Requirement:
The expected output is every record below, transcribed exactly, with the pictures left out.

Supplied data:

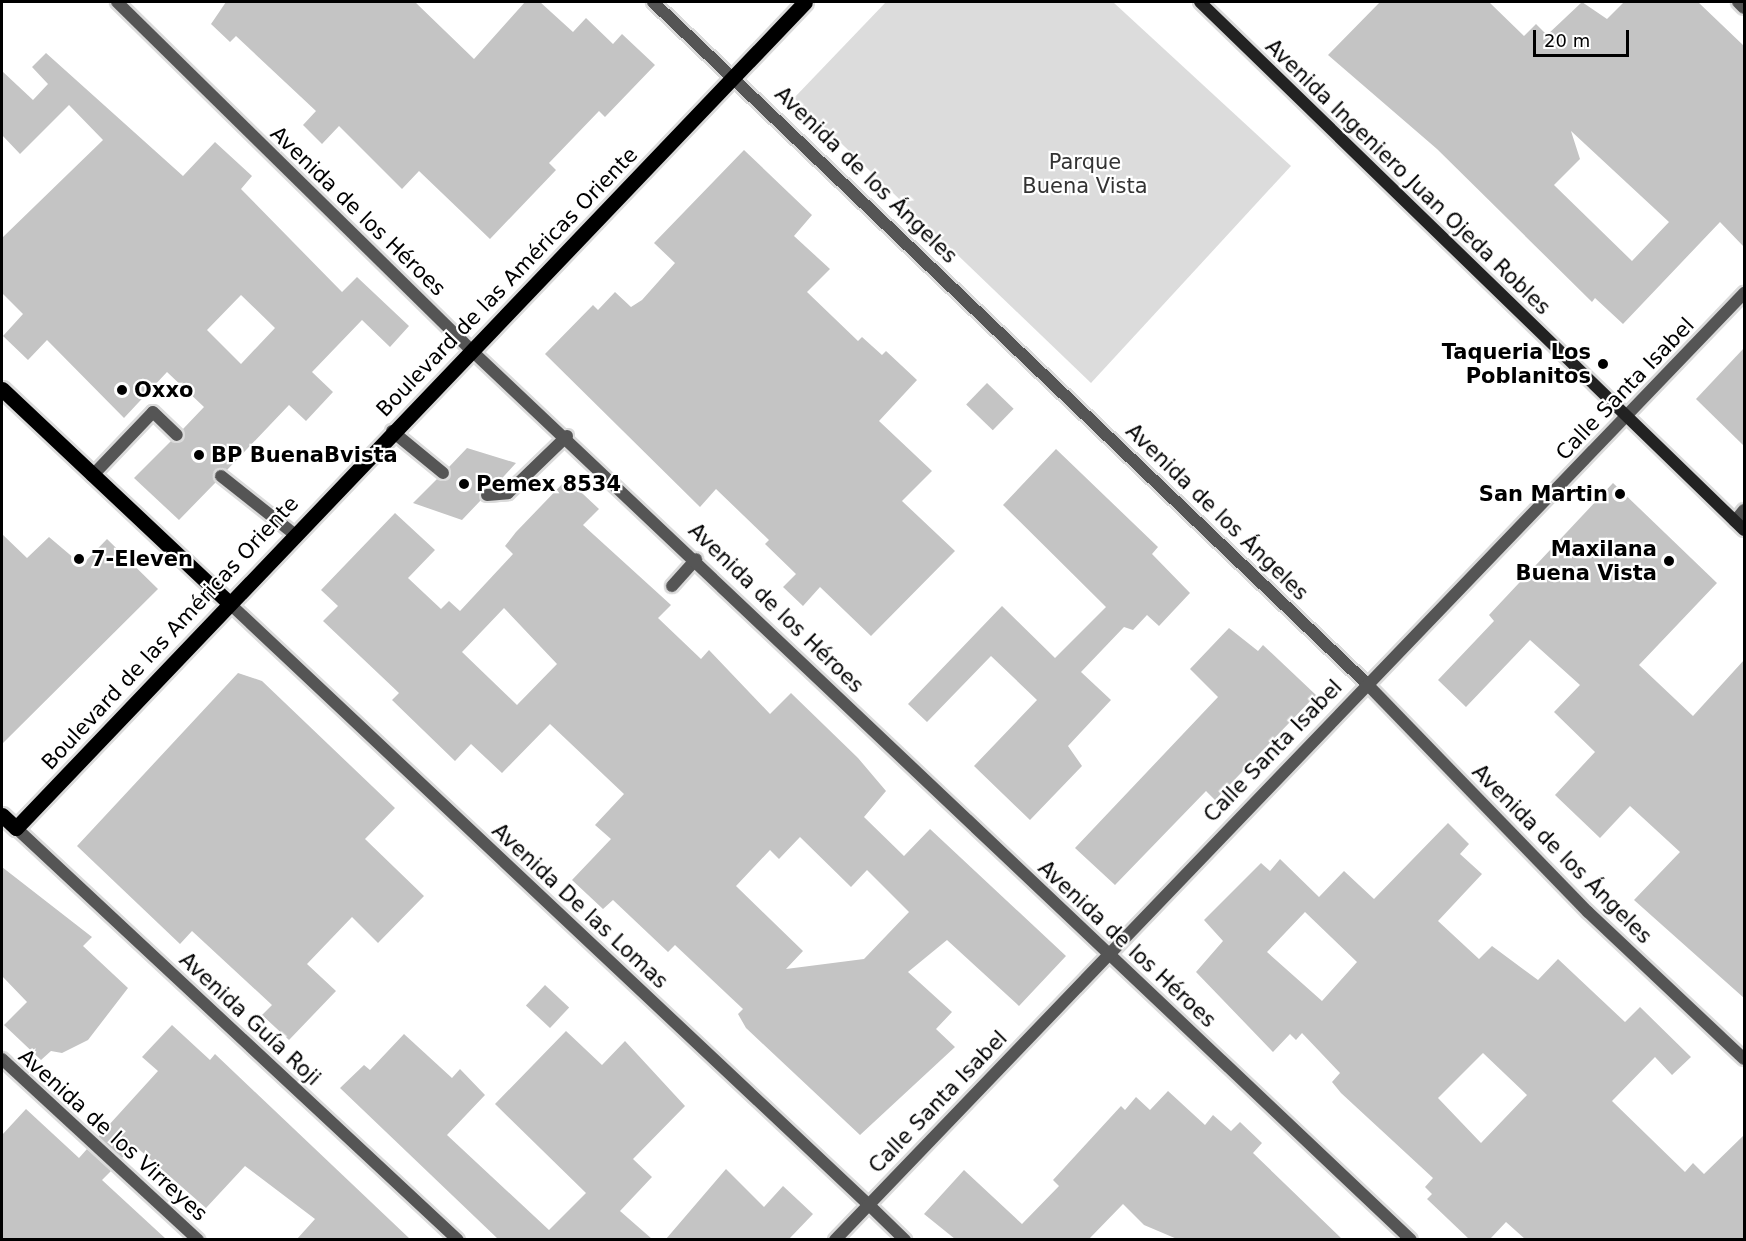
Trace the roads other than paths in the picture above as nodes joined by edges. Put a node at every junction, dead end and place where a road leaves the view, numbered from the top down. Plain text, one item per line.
1 (117, 2) edge
2 (653, 2) edge
3 (805, 2) edge
4 (1200, 2) edge
5 (1738, 2) edge
6 (1744, 8) edge
7 (735, 78) junction
8 (1744, 293) edge
9 (471, 350) junction
10 (2, 389) edge
11 (1625, 417) junction
12 (392, 430) junction
13 (177, 435) dead end
14 (567, 436) junction
15 (443, 473) dead end
16 (92, 476) junction
17 (221, 476) dead end
18 (487, 495) dead end
19 (1744, 510) edge
20 (1734, 520) junction
21 (1744, 530) edge
22 (293, 533) junction
23 (696, 559) junction
24 (672, 586) dead end
25 (228, 602) junction
26 (1365, 682) junction
27 (2, 815) edge
28 (16, 828) junction
29 (1108, 953) junction
30 (2, 1059) edge
31 (1744, 1059) edge
32 (868, 1204) junction
33 (198, 1239) edge
34 (458, 1239) edge
35 (835, 1239) edge
36 (905, 1239) edge
37 (1411, 1239) edge

1 - 9 street, Avenida de los Héroes
2 - 7 street, Avenida de los Ángeles
3 - 7 main road, Boulevard de las Américas Oriente
4 - 11 main road, Avenida Ingeniero Juan Ojeda Robles
5 - 6 street
7 - 9 main road, Boulevard de las Américas Oriente
7 - 26 street, Avenida de los Ángeles
8 - 11 street, Calle Santa Isabel
9 - 12 main road, Boulevard de las Américas Oriente
9 - 14 street, Avenida de los Héroes
10 - 16 main road
11 - 20 main road, Avenida Ingeniero Juan Ojeda Robles
11 - 26 street, Calle Santa Isabel
12 - 15 street
12 - 22 main road, Boulevard de las Américas Oriente
13 - 16 street
14 - 18 street
14 - 23 street, Avenida de los Héroes
16 - 25 main road
17 - 22 street
19 - 20 street
20 - 21 main road, Avenida Ingeniero Juan Ojeda Robles
22 - 25 main road, Boulevard de las Américas Oriente
23 - 24 street
23 - 29 street, Avenida de los Héroes
25 - 28 main road, Boulevard de las Américas Oriente
25 - 32 street, Avenida De las Lomas
26 - 29 street, Calle Santa Isabel
26 - 31 street, Avenida de los Ángeles
27 - 28 main road
28 - 34 street, Avenida Guía Roji
29 - 32 street, Calle Santa Isabel
29 - 37 street, Avenida de los Héroes
30 - 33 street, Avenida de los Virreyes
32 - 35 street, Calle Santa Isabel
32 - 36 street, Avenida De las Lomas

Task solution:
Trace the roads other than paths in the picture above as nodes joined by edges. Put a node at every junction, dead end and place where a road leaves the view, numbered from the top down. Plain text, one item per line.
1 (117, 2) edge
2 (653, 2) edge
3 (805, 2) edge
4 (1200, 2) edge
5 (1738, 2) edge
6 (1744, 8) edge
7 (735, 78) junction
8 (1744, 293) edge
9 (471, 350) junction
10 (2, 389) edge
11 (1625, 417) junction
12 (392, 430) junction
13 (177, 435) dead end
14 (567, 436) junction
15 (443, 473) dead end
16 (92, 476) junction
17 (221, 476) dead end
18 (487, 495) dead end
19 (1744, 510) edge
20 (1734, 520) junction
21 (1744, 530) edge
22 (293, 533) junction
23 (696, 559) junction
24 (672, 586) dead end
25 (228, 602) junction
26 (1365, 682) junction
27 (2, 815) edge
28 (16, 828) junction
29 (1108, 953) junction
30 (2, 1059) edge
31 (1744, 1059) edge
32 (868, 1204) junction
33 (198, 1239) edge
34 (458, 1239) edge
35 (835, 1239) edge
36 (905, 1239) edge
37 (1411, 1239) edge

1 - 9 street, Avenida de los Héroes
2 - 7 street, Avenida de los Ángeles
3 - 7 main road, Boulevard de las Américas Oriente
4 - 11 main road, Avenida Ingeniero Juan Ojeda Robles
5 - 6 street
7 - 9 main road, Boulevard de las Américas Oriente
7 - 26 street, Avenida de los Ángeles
8 - 11 street, Calle Santa Isabel
9 - 12 main road, Boulevard de las Américas Oriente
9 - 14 street, Avenida de los Héroes
10 - 16 main road
11 - 20 main road, Avenida Ingeniero Juan Ojeda Robles
11 - 26 street, Calle Santa Isabel
12 - 15 street
12 - 22 main road, Boulevard de las Américas Oriente
13 - 16 street
14 - 18 street
14 - 23 street, Avenida de los Héroes
16 - 25 main road
17 - 22 street
19 - 20 street
20 - 21 main road, Avenida Ingeniero Juan Ojeda Robles
22 - 25 main road, Boulevard de las Américas Oriente
23 - 24 street
23 - 29 street, Avenida de los Héroes
25 - 28 main road, Boulevard de las Américas Oriente
25 - 32 street, Avenida De las Lomas
26 - 29 street, Calle Santa Isabel
26 - 31 street, Avenida de los Ángeles
27 - 28 main road
28 - 34 street, Avenida Guía Roji
29 - 32 street, Calle Santa Isabel
29 - 37 street, Avenida de los Héroes
30 - 33 street, Avenida de los Virreyes
32 - 35 street, Calle Santa Isabel
32 - 36 street, Avenida De las Lomas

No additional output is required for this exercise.